Write out the data that follows. Keep every character unchanged.

Content starts

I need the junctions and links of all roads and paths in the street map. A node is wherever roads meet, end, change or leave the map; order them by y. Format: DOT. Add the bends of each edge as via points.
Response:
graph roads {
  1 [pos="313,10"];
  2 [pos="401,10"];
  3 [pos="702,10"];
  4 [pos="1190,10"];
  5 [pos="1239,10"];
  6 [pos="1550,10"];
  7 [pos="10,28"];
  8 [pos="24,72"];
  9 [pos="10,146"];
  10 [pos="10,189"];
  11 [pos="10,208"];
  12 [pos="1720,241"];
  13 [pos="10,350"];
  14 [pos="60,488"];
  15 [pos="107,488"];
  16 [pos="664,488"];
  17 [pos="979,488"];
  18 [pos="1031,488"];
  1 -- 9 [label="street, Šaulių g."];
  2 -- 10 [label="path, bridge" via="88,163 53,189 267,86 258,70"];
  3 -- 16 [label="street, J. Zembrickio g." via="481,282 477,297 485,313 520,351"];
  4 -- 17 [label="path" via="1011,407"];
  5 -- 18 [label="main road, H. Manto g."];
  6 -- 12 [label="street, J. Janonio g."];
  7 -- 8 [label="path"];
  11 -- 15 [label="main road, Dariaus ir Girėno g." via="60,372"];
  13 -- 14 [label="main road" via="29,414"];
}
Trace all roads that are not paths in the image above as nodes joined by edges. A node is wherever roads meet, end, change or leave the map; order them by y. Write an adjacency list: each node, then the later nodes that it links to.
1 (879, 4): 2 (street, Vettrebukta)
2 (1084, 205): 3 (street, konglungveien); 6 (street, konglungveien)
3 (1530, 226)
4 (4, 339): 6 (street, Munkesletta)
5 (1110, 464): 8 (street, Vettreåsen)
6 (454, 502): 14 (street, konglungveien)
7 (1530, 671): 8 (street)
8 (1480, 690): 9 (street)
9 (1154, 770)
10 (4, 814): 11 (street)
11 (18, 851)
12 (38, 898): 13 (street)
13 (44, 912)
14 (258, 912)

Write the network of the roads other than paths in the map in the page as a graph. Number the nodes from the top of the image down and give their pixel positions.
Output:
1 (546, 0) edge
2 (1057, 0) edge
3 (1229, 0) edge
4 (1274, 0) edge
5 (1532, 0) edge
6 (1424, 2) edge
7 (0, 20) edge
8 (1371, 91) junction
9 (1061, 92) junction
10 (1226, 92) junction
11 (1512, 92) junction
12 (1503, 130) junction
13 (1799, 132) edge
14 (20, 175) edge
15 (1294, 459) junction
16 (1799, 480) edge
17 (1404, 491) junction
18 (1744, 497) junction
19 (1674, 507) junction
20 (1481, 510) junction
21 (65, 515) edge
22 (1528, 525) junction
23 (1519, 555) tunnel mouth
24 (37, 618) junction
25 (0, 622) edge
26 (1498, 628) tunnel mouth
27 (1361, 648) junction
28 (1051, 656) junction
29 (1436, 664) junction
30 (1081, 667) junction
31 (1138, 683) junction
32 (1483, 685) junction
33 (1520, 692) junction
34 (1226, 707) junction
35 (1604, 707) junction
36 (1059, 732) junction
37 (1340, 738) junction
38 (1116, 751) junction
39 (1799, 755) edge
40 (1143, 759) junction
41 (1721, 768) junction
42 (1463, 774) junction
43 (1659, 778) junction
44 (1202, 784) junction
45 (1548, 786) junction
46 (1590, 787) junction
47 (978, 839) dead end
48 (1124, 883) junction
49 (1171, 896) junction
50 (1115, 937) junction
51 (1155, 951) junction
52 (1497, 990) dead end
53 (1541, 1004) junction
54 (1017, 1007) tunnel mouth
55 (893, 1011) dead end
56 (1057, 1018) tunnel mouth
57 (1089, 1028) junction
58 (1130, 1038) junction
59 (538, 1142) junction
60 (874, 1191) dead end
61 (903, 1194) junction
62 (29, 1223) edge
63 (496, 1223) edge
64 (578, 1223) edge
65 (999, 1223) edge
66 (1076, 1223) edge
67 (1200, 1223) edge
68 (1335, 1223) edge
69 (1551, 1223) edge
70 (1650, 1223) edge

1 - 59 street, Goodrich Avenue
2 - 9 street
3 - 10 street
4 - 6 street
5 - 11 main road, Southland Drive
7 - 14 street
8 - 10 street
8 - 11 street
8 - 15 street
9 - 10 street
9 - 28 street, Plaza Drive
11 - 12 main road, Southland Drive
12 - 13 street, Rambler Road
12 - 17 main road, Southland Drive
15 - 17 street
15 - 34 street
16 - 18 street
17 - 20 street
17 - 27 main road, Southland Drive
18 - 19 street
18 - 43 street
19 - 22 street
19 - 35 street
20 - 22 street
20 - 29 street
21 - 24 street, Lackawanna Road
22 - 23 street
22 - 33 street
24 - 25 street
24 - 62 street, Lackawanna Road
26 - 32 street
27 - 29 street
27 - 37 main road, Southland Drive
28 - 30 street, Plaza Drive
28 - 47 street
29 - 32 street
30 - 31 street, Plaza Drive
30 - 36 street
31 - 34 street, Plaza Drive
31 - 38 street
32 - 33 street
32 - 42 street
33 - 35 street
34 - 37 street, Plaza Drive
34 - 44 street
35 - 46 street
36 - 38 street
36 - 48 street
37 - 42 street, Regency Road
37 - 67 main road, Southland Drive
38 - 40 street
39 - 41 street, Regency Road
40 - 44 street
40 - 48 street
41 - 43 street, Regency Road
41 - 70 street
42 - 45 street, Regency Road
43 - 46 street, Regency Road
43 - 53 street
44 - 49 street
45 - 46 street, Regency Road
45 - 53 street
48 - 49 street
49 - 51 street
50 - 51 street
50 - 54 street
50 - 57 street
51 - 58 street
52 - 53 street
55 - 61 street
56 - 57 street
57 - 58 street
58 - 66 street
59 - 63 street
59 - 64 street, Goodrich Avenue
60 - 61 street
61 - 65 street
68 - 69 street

Content ends

ANSWER BELOW:
I need the junctions and links of all roads and paths in the street map. A node is wherever roads meet, end, change or leave the map; order them by y. Format: DOT. Add the bends of each edge as via points.
Response:
graph roads {
  1 [pos="313,10"];
  2 [pos="401,10"];
  3 [pos="702,10"];
  4 [pos="1190,10"];
  5 [pos="1239,10"];
  6 [pos="1550,10"];
  7 [pos="10,28"];
  8 [pos="24,72"];
  9 [pos="10,146"];
  10 [pos="10,189"];
  11 [pos="10,208"];
  12 [pos="1720,241"];
  13 [pos="10,350"];
  14 [pos="60,488"];
  15 [pos="107,488"];
  16 [pos="664,488"];
  17 [pos="979,488"];
  18 [pos="1031,488"];
  1 -- 9 [label="street, Šaulių g."];
  2 -- 10 [label="path, bridge" via="88,163 53,189 267,86 258,70"];
  3 -- 16 [label="street, J. Zembrickio g." via="481,282 477,297 485,313 520,351"];
  4 -- 17 [label="path" via="1011,407"];
  5 -- 18 [label="main road, H. Manto g."];
  6 -- 12 [label="street, J. Janonio g."];
  7 -- 8 [label="path"];
  11 -- 15 [label="main road, Dariaus ir Girėno g." via="60,372"];
  13 -- 14 [label="main road" via="29,414"];
}
Trace all roads that are not paths in the image above as nodes joined by edges. A node is wherever roads meet, end, change or leave the map; order them by y. Write an adjacency list: each node, then the later nodes that it links to.
1 (879, 4): 2 (street, Vettrebukta)
2 (1084, 205): 3 (street, konglungveien); 6 (street, konglungveien)
3 (1530, 226)
4 (4, 339): 6 (street, Munkesletta)
5 (1110, 464): 8 (street, Vettreåsen)
6 (454, 502): 14 (street, konglungveien)
7 (1530, 671): 8 (street)
8 (1480, 690): 9 (street)
9 (1154, 770)
10 (4, 814): 11 (street)
11 (18, 851)
12 (38, 898): 13 (street)
13 (44, 912)
14 (258, 912)

Write the network of the roads other than paths in the map in the page as a graph. Number the nodes from the top of the image down and give their pixel positions.
Output:
1 (546, 0) edge
2 (1057, 0) edge
3 (1229, 0) edge
4 (1274, 0) edge
5 (1532, 0) edge
6 (1424, 2) edge
7 (0, 20) edge
8 (1371, 91) junction
9 (1061, 92) junction
10 (1226, 92) junction
11 (1512, 92) junction
12 (1503, 130) junction
13 (1799, 132) edge
14 (20, 175) edge
15 (1294, 459) junction
16 (1799, 480) edge
17 (1404, 491) junction
18 (1744, 497) junction
19 (1674, 507) junction
20 (1481, 510) junction
21 (65, 515) edge
22 (1528, 525) junction
23 (1519, 555) tunnel mouth
24 (37, 618) junction
25 (0, 622) edge
26 (1498, 628) tunnel mouth
27 (1361, 648) junction
28 (1051, 656) junction
29 (1436, 664) junction
30 (1081, 667) junction
31 (1138, 683) junction
32 (1483, 685) junction
33 (1520, 692) junction
34 (1226, 707) junction
35 (1604, 707) junction
36 (1059, 732) junction
37 (1340, 738) junction
38 (1116, 751) junction
39 (1799, 755) edge
40 (1143, 759) junction
41 (1721, 768) junction
42 (1463, 774) junction
43 (1659, 778) junction
44 (1202, 784) junction
45 (1548, 786) junction
46 (1590, 787) junction
47 (978, 839) dead end
48 (1124, 883) junction
49 (1171, 896) junction
50 (1115, 937) junction
51 (1155, 951) junction
52 (1497, 990) dead end
53 (1541, 1004) junction
54 (1017, 1007) tunnel mouth
55 (893, 1011) dead end
56 (1057, 1018) tunnel mouth
57 (1089, 1028) junction
58 (1130, 1038) junction
59 (538, 1142) junction
60 (874, 1191) dead end
61 (903, 1194) junction
62 (29, 1223) edge
63 (496, 1223) edge
64 (578, 1223) edge
65 (999, 1223) edge
66 (1076, 1223) edge
67 (1200, 1223) edge
68 (1335, 1223) edge
69 (1551, 1223) edge
70 (1650, 1223) edge

1 - 59 street, Goodrich Avenue
2 - 9 street
3 - 10 street
4 - 6 street
5 - 11 main road, Southland Drive
7 - 14 street
8 - 10 street
8 - 11 street
8 - 15 street
9 - 10 street
9 - 28 street, Plaza Drive
11 - 12 main road, Southland Drive
12 - 13 street, Rambler Road
12 - 17 main road, Southland Drive
15 - 17 street
15 - 34 street
16 - 18 street
17 - 20 street
17 - 27 main road, Southland Drive
18 - 19 street
18 - 43 street
19 - 22 street
19 - 35 street
20 - 22 street
20 - 29 street
21 - 24 street, Lackawanna Road
22 - 23 street
22 - 33 street
24 - 25 street
24 - 62 street, Lackawanna Road
26 - 32 street
27 - 29 street
27 - 37 main road, Southland Drive
28 - 30 street, Plaza Drive
28 - 47 street
29 - 32 street
30 - 31 street, Plaza Drive
30 - 36 street
31 - 34 street, Plaza Drive
31 - 38 street
32 - 33 street
32 - 42 street
33 - 35 street
34 - 37 street, Plaza Drive
34 - 44 street
35 - 46 street
36 - 38 street
36 - 48 street
37 - 42 street, Regency Road
37 - 67 main road, Southland Drive
38 - 40 street
39 - 41 street, Regency Road
40 - 44 street
40 - 48 street
41 - 43 street, Regency Road
41 - 70 street
42 - 45 street, Regency Road
43 - 46 street, Regency Road
43 - 53 street
44 - 49 street
45 - 46 street, Regency Road
45 - 53 street
48 - 49 street
49 - 51 street
50 - 51 street
50 - 54 street
50 - 57 street
51 - 58 street
52 - 53 street
55 - 61 street
56 - 57 street
57 - 58 street
58 - 66 street
59 - 63 street
59 - 64 street, Goodrich Avenue
60 - 61 street
61 - 65 street
68 - 69 street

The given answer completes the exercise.